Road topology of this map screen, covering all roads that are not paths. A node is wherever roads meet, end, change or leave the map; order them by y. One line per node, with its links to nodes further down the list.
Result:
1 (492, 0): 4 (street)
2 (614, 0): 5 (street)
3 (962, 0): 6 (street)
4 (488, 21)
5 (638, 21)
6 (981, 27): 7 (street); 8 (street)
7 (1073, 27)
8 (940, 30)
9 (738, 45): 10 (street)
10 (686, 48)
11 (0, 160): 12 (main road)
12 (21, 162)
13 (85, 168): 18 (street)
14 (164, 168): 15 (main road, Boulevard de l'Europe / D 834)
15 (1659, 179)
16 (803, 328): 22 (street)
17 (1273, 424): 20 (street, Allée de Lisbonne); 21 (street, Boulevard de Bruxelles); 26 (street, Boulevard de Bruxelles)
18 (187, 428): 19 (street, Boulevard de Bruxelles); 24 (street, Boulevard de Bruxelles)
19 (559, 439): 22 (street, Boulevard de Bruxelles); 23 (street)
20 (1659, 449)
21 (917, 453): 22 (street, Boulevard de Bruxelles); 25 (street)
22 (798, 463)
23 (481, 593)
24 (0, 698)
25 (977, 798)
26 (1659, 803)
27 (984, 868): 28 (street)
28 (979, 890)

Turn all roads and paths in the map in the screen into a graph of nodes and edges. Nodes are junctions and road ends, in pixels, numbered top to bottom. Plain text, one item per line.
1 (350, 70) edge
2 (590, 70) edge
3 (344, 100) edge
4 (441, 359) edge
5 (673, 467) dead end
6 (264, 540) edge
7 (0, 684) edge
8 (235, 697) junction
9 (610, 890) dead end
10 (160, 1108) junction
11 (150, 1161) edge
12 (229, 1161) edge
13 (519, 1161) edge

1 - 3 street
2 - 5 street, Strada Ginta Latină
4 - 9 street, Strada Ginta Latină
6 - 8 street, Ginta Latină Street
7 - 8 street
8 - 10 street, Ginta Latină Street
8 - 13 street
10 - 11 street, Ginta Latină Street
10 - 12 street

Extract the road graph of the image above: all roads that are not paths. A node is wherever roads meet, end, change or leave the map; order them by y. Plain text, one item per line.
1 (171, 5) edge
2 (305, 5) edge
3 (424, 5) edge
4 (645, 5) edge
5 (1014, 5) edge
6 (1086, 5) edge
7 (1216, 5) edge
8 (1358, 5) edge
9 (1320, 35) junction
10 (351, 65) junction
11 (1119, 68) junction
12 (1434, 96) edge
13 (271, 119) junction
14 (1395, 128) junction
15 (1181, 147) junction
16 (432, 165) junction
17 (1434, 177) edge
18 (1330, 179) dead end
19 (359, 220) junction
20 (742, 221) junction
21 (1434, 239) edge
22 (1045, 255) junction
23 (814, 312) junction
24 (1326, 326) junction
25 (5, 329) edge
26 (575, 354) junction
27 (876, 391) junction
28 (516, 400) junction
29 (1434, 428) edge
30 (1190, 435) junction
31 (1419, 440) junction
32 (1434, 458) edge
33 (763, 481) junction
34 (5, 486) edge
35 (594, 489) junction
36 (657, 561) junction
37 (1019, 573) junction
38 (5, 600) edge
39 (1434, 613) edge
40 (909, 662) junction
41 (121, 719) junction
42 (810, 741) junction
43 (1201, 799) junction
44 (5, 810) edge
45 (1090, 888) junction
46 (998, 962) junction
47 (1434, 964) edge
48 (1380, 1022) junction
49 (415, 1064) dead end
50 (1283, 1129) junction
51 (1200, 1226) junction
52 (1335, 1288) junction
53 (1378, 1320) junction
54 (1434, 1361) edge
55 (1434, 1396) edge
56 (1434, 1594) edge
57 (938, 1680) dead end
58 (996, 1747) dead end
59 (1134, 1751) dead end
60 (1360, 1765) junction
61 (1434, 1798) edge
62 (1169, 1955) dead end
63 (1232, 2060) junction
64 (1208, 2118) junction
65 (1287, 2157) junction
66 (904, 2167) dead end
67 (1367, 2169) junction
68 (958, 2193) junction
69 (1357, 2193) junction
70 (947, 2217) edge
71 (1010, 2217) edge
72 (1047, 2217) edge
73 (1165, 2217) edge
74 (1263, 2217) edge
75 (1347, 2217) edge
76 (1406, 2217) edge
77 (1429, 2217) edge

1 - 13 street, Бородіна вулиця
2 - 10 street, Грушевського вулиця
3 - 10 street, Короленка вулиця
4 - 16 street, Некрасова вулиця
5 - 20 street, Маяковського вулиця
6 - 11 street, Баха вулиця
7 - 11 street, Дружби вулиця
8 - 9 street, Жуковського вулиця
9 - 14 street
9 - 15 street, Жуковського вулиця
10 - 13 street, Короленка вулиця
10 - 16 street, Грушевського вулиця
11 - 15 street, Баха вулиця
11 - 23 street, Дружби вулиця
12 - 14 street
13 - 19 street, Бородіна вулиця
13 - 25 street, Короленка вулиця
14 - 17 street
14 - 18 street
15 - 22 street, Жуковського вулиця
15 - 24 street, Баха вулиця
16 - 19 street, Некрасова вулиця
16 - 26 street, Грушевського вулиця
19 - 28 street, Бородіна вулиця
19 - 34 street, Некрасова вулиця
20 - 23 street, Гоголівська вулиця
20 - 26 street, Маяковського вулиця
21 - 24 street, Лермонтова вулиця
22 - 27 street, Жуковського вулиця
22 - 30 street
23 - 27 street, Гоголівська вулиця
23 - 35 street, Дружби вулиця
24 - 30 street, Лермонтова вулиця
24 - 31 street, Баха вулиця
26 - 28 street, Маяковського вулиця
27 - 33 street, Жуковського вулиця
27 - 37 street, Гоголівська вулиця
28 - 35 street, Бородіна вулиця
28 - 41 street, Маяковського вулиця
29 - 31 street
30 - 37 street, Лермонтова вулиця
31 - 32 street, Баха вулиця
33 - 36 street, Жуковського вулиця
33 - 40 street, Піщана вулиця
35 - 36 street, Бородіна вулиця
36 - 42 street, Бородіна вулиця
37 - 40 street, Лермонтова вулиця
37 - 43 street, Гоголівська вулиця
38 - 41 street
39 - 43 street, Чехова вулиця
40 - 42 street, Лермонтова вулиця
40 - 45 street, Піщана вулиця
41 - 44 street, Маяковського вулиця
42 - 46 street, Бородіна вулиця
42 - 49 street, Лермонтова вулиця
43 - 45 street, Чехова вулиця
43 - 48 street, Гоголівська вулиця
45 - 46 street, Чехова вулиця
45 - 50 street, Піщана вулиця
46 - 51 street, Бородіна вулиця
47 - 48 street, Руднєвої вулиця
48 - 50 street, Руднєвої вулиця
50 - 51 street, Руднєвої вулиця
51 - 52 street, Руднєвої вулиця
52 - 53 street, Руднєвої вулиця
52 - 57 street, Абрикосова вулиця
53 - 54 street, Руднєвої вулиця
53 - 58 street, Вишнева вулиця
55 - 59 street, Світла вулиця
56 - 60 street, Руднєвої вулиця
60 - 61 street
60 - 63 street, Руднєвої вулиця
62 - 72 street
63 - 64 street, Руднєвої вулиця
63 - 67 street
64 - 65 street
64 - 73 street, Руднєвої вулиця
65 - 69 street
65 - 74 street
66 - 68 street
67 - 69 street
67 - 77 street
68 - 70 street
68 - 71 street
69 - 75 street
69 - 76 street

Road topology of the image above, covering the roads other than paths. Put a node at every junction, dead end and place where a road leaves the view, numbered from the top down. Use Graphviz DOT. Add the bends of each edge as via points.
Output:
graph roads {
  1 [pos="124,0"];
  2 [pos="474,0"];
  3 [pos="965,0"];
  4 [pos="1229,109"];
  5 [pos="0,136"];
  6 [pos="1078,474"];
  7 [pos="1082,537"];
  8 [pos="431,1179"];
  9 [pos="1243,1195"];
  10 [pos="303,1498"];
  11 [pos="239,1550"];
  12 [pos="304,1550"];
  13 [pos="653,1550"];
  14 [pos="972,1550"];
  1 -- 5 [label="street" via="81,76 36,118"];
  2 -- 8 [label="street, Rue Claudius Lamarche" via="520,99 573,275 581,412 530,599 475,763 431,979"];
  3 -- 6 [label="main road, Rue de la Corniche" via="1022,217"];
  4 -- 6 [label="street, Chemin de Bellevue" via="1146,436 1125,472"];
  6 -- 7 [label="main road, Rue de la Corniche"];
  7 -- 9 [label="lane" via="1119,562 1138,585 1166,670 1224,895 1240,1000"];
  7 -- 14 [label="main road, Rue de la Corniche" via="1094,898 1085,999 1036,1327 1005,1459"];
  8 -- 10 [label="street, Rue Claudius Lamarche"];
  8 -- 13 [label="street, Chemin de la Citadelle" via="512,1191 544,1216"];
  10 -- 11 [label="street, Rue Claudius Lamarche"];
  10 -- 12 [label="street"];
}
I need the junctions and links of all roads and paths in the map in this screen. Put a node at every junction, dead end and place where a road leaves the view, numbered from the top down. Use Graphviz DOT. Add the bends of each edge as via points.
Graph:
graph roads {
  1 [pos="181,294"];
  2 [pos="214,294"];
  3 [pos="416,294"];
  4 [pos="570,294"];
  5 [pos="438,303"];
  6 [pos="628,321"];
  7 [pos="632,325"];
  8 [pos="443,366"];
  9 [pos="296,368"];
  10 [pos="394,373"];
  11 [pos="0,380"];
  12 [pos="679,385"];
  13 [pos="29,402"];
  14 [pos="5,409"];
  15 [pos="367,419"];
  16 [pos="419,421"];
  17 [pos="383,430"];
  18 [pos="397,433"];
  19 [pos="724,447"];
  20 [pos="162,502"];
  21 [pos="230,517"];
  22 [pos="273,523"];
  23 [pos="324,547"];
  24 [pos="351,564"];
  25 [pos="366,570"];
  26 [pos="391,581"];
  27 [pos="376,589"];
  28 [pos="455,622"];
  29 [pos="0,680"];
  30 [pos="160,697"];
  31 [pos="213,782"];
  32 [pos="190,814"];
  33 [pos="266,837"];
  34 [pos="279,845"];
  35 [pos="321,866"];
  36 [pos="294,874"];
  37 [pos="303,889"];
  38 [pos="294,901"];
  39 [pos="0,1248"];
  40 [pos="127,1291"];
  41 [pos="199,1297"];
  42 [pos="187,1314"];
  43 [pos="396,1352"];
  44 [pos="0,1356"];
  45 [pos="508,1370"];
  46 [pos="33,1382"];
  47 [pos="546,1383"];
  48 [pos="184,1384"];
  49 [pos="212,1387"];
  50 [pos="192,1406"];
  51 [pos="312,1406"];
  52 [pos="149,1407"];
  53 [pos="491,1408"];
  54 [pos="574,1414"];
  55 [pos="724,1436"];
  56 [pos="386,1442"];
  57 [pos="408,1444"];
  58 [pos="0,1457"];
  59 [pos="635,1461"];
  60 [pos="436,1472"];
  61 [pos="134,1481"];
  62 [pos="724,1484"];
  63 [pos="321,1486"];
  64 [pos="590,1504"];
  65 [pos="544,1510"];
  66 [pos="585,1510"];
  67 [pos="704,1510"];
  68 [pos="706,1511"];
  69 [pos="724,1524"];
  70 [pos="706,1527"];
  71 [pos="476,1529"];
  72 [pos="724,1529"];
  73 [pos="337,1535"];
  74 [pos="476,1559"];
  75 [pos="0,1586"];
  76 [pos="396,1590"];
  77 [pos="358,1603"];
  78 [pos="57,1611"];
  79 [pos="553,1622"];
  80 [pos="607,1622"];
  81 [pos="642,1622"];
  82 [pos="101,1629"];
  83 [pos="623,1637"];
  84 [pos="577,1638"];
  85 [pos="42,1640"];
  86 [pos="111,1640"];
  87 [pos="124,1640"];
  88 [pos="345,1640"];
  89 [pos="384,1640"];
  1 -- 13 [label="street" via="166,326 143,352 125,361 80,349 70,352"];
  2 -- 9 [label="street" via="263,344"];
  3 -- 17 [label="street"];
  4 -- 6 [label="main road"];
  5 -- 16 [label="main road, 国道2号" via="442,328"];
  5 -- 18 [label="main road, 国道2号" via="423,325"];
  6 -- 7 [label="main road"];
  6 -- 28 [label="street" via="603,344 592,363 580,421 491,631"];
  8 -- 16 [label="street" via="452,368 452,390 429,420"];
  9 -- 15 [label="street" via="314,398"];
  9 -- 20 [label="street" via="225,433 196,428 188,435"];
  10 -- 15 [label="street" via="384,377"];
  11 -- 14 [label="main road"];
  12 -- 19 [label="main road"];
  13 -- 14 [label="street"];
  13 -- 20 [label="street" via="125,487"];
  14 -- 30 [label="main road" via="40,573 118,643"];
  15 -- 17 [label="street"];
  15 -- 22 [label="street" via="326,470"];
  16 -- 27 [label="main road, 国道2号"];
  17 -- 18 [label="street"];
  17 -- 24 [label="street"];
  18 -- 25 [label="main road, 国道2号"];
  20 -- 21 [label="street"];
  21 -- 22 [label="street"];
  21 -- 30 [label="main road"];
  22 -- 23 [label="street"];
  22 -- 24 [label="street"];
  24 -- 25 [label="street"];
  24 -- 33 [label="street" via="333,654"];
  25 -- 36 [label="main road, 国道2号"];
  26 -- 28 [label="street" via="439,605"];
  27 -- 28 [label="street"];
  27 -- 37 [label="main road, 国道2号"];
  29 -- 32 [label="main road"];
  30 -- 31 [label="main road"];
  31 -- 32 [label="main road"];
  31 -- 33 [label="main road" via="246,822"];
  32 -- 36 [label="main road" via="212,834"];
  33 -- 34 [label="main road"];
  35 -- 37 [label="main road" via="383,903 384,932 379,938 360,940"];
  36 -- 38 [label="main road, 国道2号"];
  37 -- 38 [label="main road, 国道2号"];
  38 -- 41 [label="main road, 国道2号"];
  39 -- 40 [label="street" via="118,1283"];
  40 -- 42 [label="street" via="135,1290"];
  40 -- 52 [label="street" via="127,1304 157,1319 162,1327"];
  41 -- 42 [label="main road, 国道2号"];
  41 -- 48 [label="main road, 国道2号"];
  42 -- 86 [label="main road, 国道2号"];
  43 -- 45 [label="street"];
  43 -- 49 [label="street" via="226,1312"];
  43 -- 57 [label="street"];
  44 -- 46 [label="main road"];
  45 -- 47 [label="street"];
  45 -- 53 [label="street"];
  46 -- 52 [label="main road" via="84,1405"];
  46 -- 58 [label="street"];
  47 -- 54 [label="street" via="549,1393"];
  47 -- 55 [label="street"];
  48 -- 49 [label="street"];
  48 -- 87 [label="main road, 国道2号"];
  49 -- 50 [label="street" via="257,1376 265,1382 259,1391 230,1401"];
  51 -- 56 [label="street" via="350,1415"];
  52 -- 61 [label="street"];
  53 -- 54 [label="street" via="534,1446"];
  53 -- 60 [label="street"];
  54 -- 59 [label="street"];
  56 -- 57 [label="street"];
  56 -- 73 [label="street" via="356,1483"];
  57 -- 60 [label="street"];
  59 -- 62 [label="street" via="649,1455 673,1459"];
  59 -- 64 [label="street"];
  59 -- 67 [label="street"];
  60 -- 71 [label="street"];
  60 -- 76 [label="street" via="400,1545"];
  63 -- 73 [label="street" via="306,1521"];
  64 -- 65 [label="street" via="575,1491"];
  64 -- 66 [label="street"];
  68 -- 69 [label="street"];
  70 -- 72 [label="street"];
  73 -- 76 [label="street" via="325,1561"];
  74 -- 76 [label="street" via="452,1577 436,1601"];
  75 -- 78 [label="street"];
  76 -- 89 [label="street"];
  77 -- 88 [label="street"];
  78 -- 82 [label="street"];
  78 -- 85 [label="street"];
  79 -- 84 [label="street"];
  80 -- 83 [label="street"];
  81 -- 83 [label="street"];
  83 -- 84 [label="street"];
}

* **The problem**
From the entries, copy every line in which the string "Lamarche" can be found.

* **Answer section**
  2 -- 8 [label="street, Rue Claudius Lamarche" via="520,99 573,275 581,412 530,599 475,763 431,979"];
  8 -- 10 [label="street, Rue Claudius Lamarche"];
  10 -- 11 [label="street, Rue Claudius Lamarche"];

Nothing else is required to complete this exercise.